◆ **Supplied data**:
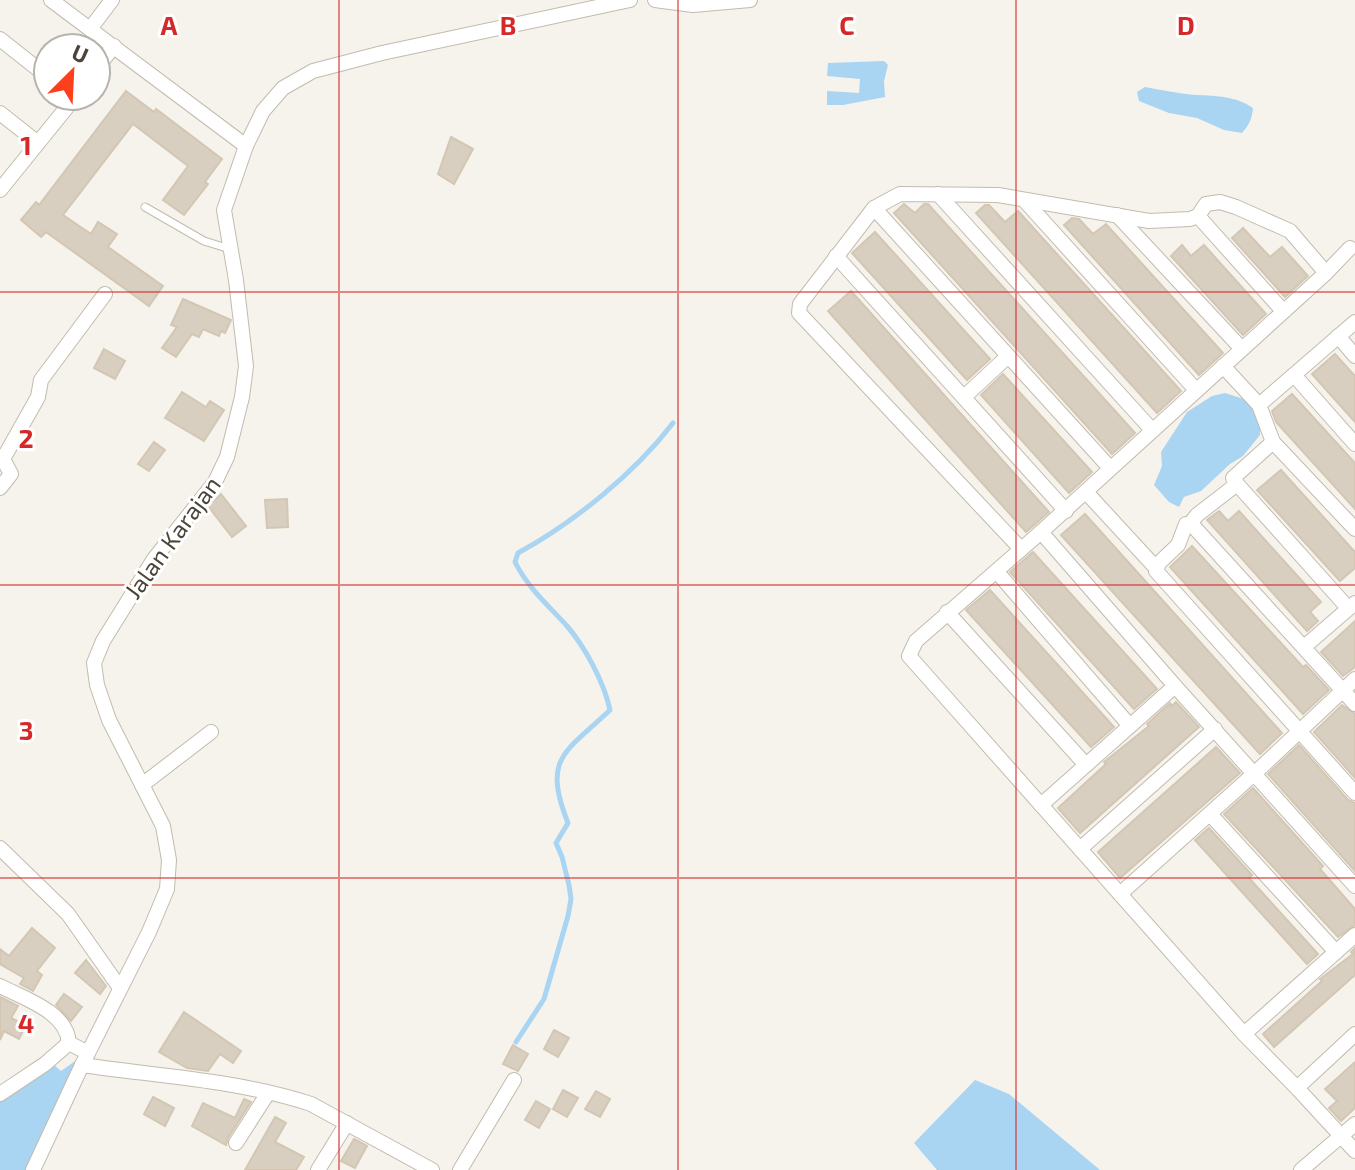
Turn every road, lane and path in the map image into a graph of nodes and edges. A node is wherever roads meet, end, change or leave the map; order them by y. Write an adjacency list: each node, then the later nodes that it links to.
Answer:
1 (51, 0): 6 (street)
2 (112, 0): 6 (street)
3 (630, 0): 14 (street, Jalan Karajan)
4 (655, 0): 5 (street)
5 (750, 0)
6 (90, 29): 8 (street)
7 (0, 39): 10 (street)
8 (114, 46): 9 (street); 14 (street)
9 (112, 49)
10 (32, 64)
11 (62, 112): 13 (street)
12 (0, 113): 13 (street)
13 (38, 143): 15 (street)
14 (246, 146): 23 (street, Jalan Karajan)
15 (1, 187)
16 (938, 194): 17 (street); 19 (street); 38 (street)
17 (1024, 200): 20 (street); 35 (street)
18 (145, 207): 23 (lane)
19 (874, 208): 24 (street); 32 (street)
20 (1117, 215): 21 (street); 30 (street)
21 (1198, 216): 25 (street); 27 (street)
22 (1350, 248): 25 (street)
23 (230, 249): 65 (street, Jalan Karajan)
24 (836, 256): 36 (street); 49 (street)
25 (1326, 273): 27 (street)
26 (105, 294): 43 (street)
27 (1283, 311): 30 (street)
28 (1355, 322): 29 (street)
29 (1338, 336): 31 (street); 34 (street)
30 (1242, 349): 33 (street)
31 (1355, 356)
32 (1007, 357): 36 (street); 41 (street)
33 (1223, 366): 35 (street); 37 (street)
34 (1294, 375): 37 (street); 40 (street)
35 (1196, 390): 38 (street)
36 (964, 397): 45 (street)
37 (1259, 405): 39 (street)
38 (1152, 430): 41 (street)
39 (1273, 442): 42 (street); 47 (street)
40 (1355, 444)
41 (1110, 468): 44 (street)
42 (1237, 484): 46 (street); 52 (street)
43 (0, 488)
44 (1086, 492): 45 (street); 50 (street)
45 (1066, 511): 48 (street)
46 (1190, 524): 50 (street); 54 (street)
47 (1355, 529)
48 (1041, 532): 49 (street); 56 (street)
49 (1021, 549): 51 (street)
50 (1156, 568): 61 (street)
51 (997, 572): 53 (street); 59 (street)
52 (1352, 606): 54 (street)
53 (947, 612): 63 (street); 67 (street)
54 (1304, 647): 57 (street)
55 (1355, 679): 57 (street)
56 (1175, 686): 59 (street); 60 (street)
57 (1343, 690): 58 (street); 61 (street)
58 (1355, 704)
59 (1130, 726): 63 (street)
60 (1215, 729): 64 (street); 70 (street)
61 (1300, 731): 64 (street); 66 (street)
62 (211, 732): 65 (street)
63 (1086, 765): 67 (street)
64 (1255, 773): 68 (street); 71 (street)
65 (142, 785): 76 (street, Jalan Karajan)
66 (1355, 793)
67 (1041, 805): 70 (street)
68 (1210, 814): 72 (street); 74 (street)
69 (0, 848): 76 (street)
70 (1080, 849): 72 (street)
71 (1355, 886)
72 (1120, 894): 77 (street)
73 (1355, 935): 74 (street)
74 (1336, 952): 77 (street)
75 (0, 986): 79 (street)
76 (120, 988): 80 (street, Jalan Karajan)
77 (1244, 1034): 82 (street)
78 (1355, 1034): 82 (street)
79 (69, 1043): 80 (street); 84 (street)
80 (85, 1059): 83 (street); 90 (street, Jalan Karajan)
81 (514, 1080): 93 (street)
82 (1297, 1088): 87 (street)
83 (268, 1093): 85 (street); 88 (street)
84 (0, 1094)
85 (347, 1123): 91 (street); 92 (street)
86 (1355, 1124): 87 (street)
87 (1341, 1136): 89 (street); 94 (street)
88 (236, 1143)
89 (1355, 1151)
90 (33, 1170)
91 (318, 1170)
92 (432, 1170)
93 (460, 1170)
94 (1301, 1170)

◆ **What is expected**:
After removing the pictures, repeat the remaining records exactly.

◆ **Answer space**:
Turn every road, lane and path in the map image into a graph of nodes and edges. A node is wherever roads meet, end, change or leave the map; order them by y. Write an adjacency list: each node, then the later nodes that it links to.
Answer:
1 (51, 0): 6 (street)
2 (112, 0): 6 (street)
3 (630, 0): 14 (street, Jalan Karajan)
4 (655, 0): 5 (street)
5 (750, 0)
6 (90, 29): 8 (street)
7 (0, 39): 10 (street)
8 (114, 46): 9 (street); 14 (street)
9 (112, 49)
10 (32, 64)
11 (62, 112): 13 (street)
12 (0, 113): 13 (street)
13 (38, 143): 15 (street)
14 (246, 146): 23 (street, Jalan Karajan)
15 (1, 187)
16 (938, 194): 17 (street); 19 (street); 38 (street)
17 (1024, 200): 20 (street); 35 (street)
18 (145, 207): 23 (lane)
19 (874, 208): 24 (street); 32 (street)
20 (1117, 215): 21 (street); 30 (street)
21 (1198, 216): 25 (street); 27 (street)
22 (1350, 248): 25 (street)
23 (230, 249): 65 (street, Jalan Karajan)
24 (836, 256): 36 (street); 49 (street)
25 (1326, 273): 27 (street)
26 (105, 294): 43 (street)
27 (1283, 311): 30 (street)
28 (1355, 322): 29 (street)
29 (1338, 336): 31 (street); 34 (street)
30 (1242, 349): 33 (street)
31 (1355, 356)
32 (1007, 357): 36 (street); 41 (street)
33 (1223, 366): 35 (street); 37 (street)
34 (1294, 375): 37 (street); 40 (street)
35 (1196, 390): 38 (street)
36 (964, 397): 45 (street)
37 (1259, 405): 39 (street)
38 (1152, 430): 41 (street)
39 (1273, 442): 42 (street); 47 (street)
40 (1355, 444)
41 (1110, 468): 44 (street)
42 (1237, 484): 46 (street); 52 (street)
43 (0, 488)
44 (1086, 492): 45 (street); 50 (street)
45 (1066, 511): 48 (street)
46 (1190, 524): 50 (street); 54 (street)
47 (1355, 529)
48 (1041, 532): 49 (street); 56 (street)
49 (1021, 549): 51 (street)
50 (1156, 568): 61 (street)
51 (997, 572): 53 (street); 59 (street)
52 (1352, 606): 54 (street)
53 (947, 612): 63 (street); 67 (street)
54 (1304, 647): 57 (street)
55 (1355, 679): 57 (street)
56 (1175, 686): 59 (street); 60 (street)
57 (1343, 690): 58 (street); 61 (street)
58 (1355, 704)
59 (1130, 726): 63 (street)
60 (1215, 729): 64 (street); 70 (street)
61 (1300, 731): 64 (street); 66 (street)
62 (211, 732): 65 (street)
63 (1086, 765): 67 (street)
64 (1255, 773): 68 (street); 71 (street)
65 (142, 785): 76 (street, Jalan Karajan)
66 (1355, 793)
67 (1041, 805): 70 (street)
68 (1210, 814): 72 (street); 74 (street)
69 (0, 848): 76 (street)
70 (1080, 849): 72 (street)
71 (1355, 886)
72 (1120, 894): 77 (street)
73 (1355, 935): 74 (street)
74 (1336, 952): 77 (street)
75 (0, 986): 79 (street)
76 (120, 988): 80 (street, Jalan Karajan)
77 (1244, 1034): 82 (street)
78 (1355, 1034): 82 (street)
79 (69, 1043): 80 (street); 84 (street)
80 (85, 1059): 83 (street); 90 (street, Jalan Karajan)
81 (514, 1080): 93 (street)
82 (1297, 1088): 87 (street)
83 (268, 1093): 85 (street); 88 (street)
84 (0, 1094)
85 (347, 1123): 91 (street); 92 (street)
86 (1355, 1124): 87 (street)
87 (1341, 1136): 89 (street); 94 (street)
88 (236, 1143)
89 (1355, 1151)
90 (33, 1170)
91 (318, 1170)
92 (432, 1170)
93 (460, 1170)
94 (1301, 1170)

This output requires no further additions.